Il y a huit ans jour pour jour, Ahmed Chah Massoud était assassiné à Khwadja Bahauddin, dans la province de Takhar au nord-est de l'Afghanistan. Le commandant Massoud, symbole de la résistance afghane, est victime d'un attentat suicide opéré par deux faux journalistes tunisiens, en réalité des kamikazes à la solde de Ben Laden.
Deux jours plus tard, les tours du World Trade Center s'écroulent. Rapidement, le lien entre les deux événements est fait. Car dès avril 2001, Massoud, invité à prendre la parole devant le parlement de Strasbourg, avait annoncé le risque d'attentats.
Fort de son succès lors de l'invasion des troupes soviétiques avec qui il réussit à signer une trêve, le "lion du Panshir" était à la tête de la résistance afghane contre les talibans. Son charisme auprès des Afghans faisait de lui l'opposant principal du mouvement fondamentaliste. Pour les experts, Massoud était le "seul obstacle à Ben Laden en Afghanistan".
Sur ce sujet, voir aussi la vidéo de l'INA (archive du 19-20 de France 3, 13 septembre 2001)
Sur la lutte contre les troupes soviétiques, voir le reportage réalisé par Ariana Films, en 1987.
"Et si Al Qaeda avait raté Massoud le 9 septembre 2001?", se demande Libération (09/09/09) sur son site Internet. "Reste qu'en les débarrassant de leur principal adversaire, le chef d'Al Qaeda pouvait croire ses alliés capables de faire face à l'invasion américaine qui allait inévitablement suivre l'attaque contre New York et Washington. Pour Ben Laden, l'Afghanistan allait devenir le tombeau des GI de l'Oncle Sam, après celui des Soviétiques. L'actualité semble aujourd'hui lui donner raison", écrit le journaliste Yann Libessart.

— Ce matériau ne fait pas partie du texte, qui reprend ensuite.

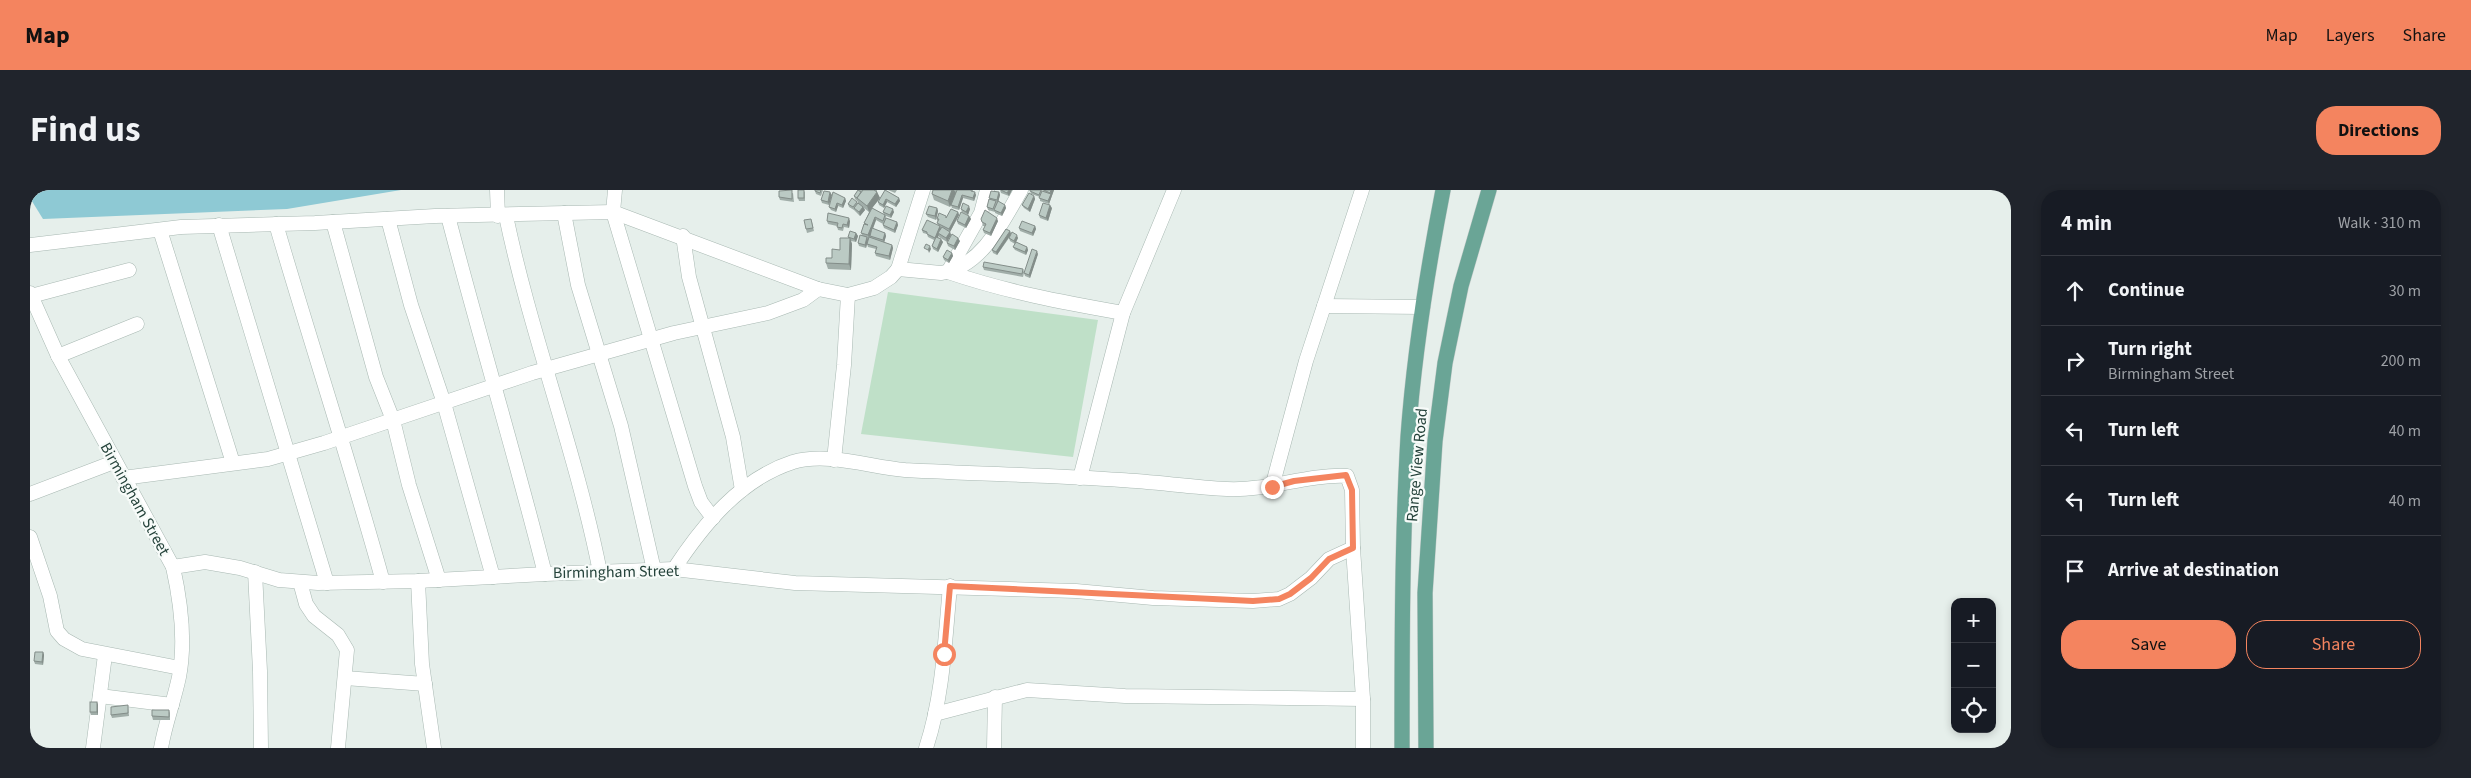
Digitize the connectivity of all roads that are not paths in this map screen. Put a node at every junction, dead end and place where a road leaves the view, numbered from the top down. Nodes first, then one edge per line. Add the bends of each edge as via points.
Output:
1 (497, 190) edge
2 (615, 190) edge
3 (923, 190) edge
4 (987, 190) edge
5 (1021, 190) edge
6 (1174, 190) edge
7 (1362, 190) edge
8 (1443, 190) edge
9 (1488, 190) edge
10 (613, 212) junction
11 (564, 214) junction
12 (448, 216) junction
13 (502, 216) junction
14 (388, 219) junction
15 (333, 222) junction
16 (276, 224) junction
17 (219, 225) junction
18 (160, 230) junction
19 (682, 236) junction
20 (30, 245) edge
21 (898, 269) junction
22 (129, 270) dead end
23 (948, 272) junction
24 (818, 289) junction
25 (31, 294) edge
26 (848, 295) junction
27 (1324, 306) junction
28 (1423, 307) junction
29 (1123, 313) junction
30 (136, 324) dead end
31 (704, 327) junction
32 (650, 340) junction
33 (599, 354) junction
34 (58, 356) junction
35 (545, 370) junction
36 (493, 386) junction
37 (444, 404) junction
38 (393, 420) junction
39 (342, 437) junction
40 (286, 454) junction
41 (834, 460) junction
42 (114, 462) junction
43 (233, 463) junction
44 (123, 478) junction
45 (1080, 478) junction
46 (1272, 487) junction
47 (742, 490) junction
48 (30, 494) edge
49 (713, 518) junction
50 (30, 537) edge
51 (1353, 548) junction
52 (172, 567) junction
53 (674, 569) junction
54 (654, 570) junction
55 (255, 572) junction
56 (600, 572) junction
57 (545, 574) junction
58 (493, 576) junction
59 (439, 580) junction
60 (418, 581) junction
61 (300, 582) junction
62 (383, 582) junction
63 (327, 583) junction
64 (950, 586) junction
65 (105, 655) junction
66 (180, 668) junction
67 (345, 678) junction
68 (425, 684) junction
69 (100, 696) junction
70 (995, 697) junction
71 (1363, 699) junction
72 (172, 705) junction
73 (935, 714) junction
74 (93, 748) edge
75 (161, 748) edge
76 (262, 748) edge
77 (338, 748) edge
78 (434, 748) edge
79 (926, 748) edge
80 (994, 748) edge
81 (1363, 748) edge
82 (1402, 748) edge
83 (1426, 748) edge

1 - 13 street
2 - 10 street
3 - 21 street
4 - 23 street via 980,213
5 - 23 street via 988,243
6 - 29 street
7 - 27 street
8 - 28 main road, Range View Road
9 - 83 main road, Range View Road via 1461,286 1444,363 1435,441 1425,593
10 - 11 street
10 - 19 street
10 - 32 street
11 - 13 street
11 - 33 street via 578,285
12 - 13 street
12 - 14 street
12 - 36 street
13 - 35 street
14 - 15 street
14 - 37 street via 411,305
15 - 16 street
15 - 38 street via 376,377
16 - 17 street
16 - 39 street via 318,368
17 - 18 street
17 - 40 street
18 - 20 street
18 - 43 street
19 - 24 street
19 - 31 street via 689,277
21 - 23 street
21 - 26 street via 883,284
22 - 25 street
23 - 29 street via 1023,295
24 - 26 street
24 - 31 street via 803,300 768,313
25 - 34 street, Birmingham Street
26 - 41 street
27 - 28 street
27 - 46 street via 1287,425
28 - 82 main road, Range View Road via 1408,437 1402,588
29 - 45 street
30 - 34 street
31 - 32 street
31 - 47 street via 733,437
32 - 33 street
32 - 49 street via 695,486
33 - 35 street
33 - 54 street via 621,426
34 - 42 street, Birmingham Street
35 - 36 street
35 - 56 street via 569,443
36 - 37 street
36 - 57 street
37 - 38 street
37 - 58 street
38 - 39 street
38 - 59 street via 409,485
39 - 40 street
39 - 62 street
40 - 43 street
40 - 63 street
41 - 45 street via 884,468
41 - 47 street via 795,462 776,469
42 - 44 street, Birmingham Street
42 - 48 street
43 - 44 street
44 - 52 street, Birmingham Street
45 - 46 street via 1226,489
46 - 51 street via 1348,476 1352,490
47 - 49 street
49 - 53 street
50 - 65 street via 50,596 58,633 77,647
51 - 64 street, Birmingham Street via 1329,559 1290,594 1269,601
51 - 71 street
52 - 55 street, Birmingham Street via 205,562
52 - 66 street via 181,612
53 - 54 street, Birmingham Street
53 - 64 street, Birmingham Street via 795,583
54 - 56 street, Birmingham Street
55 - 61 street, Birmingham Street via 279,580
55 - 76 street
56 - 57 street, Birmingham Street
57 - 58 street, Birmingham Street
58 - 59 street, Birmingham Street
59 - 60 street, Birmingham Street
60 - 62 street, Birmingham Street
60 - 68 street
61 - 63 street, Birmingham Street
61 - 67 street via 306,604 314,616 338,635 345,645
62 - 63 street, Birmingham Street
64 - 73 street
65 - 66 street
65 - 69 street
66 - 72 street
67 - 68 street
67 - 77 street
68 - 78 street
69 - 72 street
69 - 74 street
70 - 71 street via 1027,690 1048,690 1125,696
70 - 73 street
70 - 80 street
71 - 81 street
72 - 75 street
73 - 79 street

Car huit ans après la mort de Massoud et la chute du régime taliban qui a suivi l'intervention de l'OTAN, la situation en Afghanistan reste très complexe. En plus des combats qui opposent les forces de la coalition aux talibans, qui se renforcent chaque jour un peu plus, et sur fond de rivalités inter-ethniques, les élections présidentielles qui ont eu lieu le 20 août dernier ont été entachées par des soupçons de fraude de la part du camp démocrate d'Hamid Karzaï. Les talibans, qui ont repris le contrôle de plusieurs zones du pays, ont cherché à intimider violemment les électeurs pour qu'ils ne se rendent pas aux urnes et ainsi décrédibiliser le scrutin.
Le principal opposant à Hamid Karzaï et ancien bras droit de Massoud, Abdullah Abdullah, continue de contester les résultats qui donnent le président sortant vainqueur.
Voir la vidéo de France 24 sur les fraudes électorales
Un grand meeting de commémoration de la mort de Massoud se tient en ce moment même à Kaboul, alors que le commandant ne fait pas l'unanimité chez les Afghans. En 2007, France 24 s'interrogeait sur la popularité du commandant dans la capitale.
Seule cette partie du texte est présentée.